Un pionero de este populismo devenido en poder personal es el de Mustafá Kemal Atatürk (1881-1938), el padre de la patria en Turquía. Un hombre que con voluntad de hierro introdujo el gobierno laico y fundó las instituciones claves para la modernización de su país. Aunque siempre sujeto a polémica, el legado de Atatürk es incuestionable y sin él difícilmente existiría la Turquía que hoy conocemos (a pesar de los obvios retrocesos que ha provocado el Gobierno cada vez más fundamentalista del presidente actual, Recep Tayyip Erdogan). La enorme diferencia entre Atatürk y Chávez, por mencionar a alguno de los casos recientes, es que el primero fue capaz de utilizar su poder personal para construir una red de instituciones capaces de trascender el uso personal del poder, valga la redundancia. Es decir, un sistema que ya no requiriese la presencia de un líder populista para operar. Algo no muy distinto, aunque en escala menor, a lo que hizo Lázaro Cárdenas en los años treinta.

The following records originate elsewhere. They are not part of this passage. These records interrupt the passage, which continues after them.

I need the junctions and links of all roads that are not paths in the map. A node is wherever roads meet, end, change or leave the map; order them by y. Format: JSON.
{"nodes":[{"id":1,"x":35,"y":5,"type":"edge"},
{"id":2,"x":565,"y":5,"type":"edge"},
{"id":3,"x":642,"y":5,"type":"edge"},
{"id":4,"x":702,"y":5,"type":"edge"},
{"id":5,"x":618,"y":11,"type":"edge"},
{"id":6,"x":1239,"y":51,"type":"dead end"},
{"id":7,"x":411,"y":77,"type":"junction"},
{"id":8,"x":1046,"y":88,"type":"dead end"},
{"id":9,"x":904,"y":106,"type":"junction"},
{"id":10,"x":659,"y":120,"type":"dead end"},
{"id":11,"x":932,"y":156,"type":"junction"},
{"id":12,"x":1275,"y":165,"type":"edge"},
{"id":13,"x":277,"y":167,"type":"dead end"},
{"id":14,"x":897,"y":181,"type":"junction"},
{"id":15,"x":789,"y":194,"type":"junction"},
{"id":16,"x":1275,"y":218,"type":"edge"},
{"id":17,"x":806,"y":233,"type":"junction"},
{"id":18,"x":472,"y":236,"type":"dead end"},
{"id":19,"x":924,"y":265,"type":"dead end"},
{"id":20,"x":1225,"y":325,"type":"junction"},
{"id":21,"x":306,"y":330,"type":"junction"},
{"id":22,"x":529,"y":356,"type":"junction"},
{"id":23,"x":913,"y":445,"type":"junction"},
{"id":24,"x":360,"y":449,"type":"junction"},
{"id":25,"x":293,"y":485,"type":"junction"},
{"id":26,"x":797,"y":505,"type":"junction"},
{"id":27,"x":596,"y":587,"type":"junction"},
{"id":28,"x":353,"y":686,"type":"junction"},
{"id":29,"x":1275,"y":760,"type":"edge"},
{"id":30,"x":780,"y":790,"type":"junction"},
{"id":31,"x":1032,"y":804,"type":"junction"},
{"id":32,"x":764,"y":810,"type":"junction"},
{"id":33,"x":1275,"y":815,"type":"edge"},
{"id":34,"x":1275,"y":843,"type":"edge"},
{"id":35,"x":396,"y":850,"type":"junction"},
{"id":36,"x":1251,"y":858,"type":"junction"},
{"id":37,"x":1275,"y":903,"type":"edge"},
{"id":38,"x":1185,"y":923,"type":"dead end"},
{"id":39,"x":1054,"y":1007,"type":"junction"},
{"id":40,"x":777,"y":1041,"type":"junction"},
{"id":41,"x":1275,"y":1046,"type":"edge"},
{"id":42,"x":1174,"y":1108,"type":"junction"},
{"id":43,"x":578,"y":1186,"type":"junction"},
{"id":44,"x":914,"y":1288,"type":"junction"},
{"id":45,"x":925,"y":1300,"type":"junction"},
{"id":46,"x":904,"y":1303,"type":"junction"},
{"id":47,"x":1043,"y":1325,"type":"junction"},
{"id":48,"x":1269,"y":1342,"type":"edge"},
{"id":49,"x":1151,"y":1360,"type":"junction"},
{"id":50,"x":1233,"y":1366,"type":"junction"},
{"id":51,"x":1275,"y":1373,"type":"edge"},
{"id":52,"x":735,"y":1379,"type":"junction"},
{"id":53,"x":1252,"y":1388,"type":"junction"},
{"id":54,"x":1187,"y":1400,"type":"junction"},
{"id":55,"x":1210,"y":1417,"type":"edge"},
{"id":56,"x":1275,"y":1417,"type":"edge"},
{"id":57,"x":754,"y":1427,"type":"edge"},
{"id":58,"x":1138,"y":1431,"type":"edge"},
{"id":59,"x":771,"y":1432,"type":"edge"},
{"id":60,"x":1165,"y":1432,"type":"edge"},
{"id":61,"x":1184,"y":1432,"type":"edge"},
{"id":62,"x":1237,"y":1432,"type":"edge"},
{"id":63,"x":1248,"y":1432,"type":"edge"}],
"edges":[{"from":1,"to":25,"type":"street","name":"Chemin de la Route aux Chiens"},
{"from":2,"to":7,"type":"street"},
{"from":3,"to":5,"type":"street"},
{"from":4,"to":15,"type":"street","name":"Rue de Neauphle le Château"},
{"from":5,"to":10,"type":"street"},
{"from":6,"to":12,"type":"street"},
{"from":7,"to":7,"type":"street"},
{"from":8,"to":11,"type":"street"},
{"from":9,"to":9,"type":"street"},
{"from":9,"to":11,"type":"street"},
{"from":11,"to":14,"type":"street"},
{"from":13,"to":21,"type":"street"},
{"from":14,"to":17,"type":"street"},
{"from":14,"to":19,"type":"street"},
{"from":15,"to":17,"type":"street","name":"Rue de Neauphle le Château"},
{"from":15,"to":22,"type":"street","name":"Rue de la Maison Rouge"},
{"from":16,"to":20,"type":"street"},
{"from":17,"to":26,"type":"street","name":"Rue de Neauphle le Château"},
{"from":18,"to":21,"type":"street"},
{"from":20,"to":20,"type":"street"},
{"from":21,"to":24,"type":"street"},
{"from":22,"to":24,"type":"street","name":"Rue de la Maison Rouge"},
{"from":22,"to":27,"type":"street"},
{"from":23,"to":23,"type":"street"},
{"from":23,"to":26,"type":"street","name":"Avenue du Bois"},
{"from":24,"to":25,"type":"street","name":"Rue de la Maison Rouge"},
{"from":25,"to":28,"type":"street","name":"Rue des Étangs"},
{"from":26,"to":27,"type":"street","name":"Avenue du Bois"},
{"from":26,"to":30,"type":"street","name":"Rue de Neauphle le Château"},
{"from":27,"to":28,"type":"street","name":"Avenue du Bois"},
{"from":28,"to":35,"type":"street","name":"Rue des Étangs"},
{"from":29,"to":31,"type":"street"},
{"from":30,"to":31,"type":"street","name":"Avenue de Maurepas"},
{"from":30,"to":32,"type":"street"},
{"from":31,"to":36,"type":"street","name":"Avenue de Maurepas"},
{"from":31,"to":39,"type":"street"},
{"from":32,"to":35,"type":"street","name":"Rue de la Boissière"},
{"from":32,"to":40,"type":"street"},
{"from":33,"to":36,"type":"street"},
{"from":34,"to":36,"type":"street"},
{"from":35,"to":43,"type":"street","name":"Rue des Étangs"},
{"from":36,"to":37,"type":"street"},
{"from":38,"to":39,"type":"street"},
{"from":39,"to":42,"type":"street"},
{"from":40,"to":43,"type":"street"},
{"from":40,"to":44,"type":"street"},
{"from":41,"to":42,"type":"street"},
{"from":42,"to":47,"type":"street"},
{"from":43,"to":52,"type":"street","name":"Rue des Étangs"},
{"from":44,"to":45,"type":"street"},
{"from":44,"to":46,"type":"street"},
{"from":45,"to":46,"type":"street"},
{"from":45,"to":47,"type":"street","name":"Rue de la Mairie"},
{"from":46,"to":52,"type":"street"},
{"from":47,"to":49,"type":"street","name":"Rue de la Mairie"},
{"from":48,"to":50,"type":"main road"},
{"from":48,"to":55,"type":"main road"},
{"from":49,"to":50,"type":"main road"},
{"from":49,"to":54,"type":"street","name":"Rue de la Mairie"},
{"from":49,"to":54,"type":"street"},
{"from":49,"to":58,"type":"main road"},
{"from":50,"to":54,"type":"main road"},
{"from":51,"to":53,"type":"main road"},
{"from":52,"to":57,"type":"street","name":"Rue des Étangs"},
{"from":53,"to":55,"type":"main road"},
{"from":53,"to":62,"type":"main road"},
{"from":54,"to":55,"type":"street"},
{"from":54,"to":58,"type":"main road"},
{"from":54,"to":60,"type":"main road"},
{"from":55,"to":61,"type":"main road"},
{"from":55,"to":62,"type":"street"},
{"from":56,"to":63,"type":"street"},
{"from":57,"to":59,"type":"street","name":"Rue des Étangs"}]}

En este momento Andrés Manuel López Obrador encabeza todas las encuestas de intención de voto para las elecciones presidenciales en México el próximo año. Su discurso en contra de la corrupción de la clase política empata con el sentimiento de agravio y el hartazgo de las mayorías del país. Los ciudadanos entienden que los políticos profesionales, y en general las élites, han secuestrado las instituciones en provecho de ellos mismos y en detrimento del interés colectivo.

López Obrador se presenta como la respuesta a estos males. Para legitimarse enarbola su austeridad, su compromiso con el pueblo y una voluntad indeclinable (sería la tercera vez que se presenta a una elecciones presidenciales). Ofrece soluciones, más vagas que precisas, pero sobre todo se ofrece a sí mismo.

Sus detractores insisten en que el tabasqueño es un Chávez disfrazado. Sus seguidores afirman que es un nuevo Cárdenas, el único que puede sacar a los corruptos de palacio y sanear el poder desde adentro y desde arriba. Otros simplemente creen que no nos puede ir peor que con la banda que actualmente gobierna. El debate apenas comienza.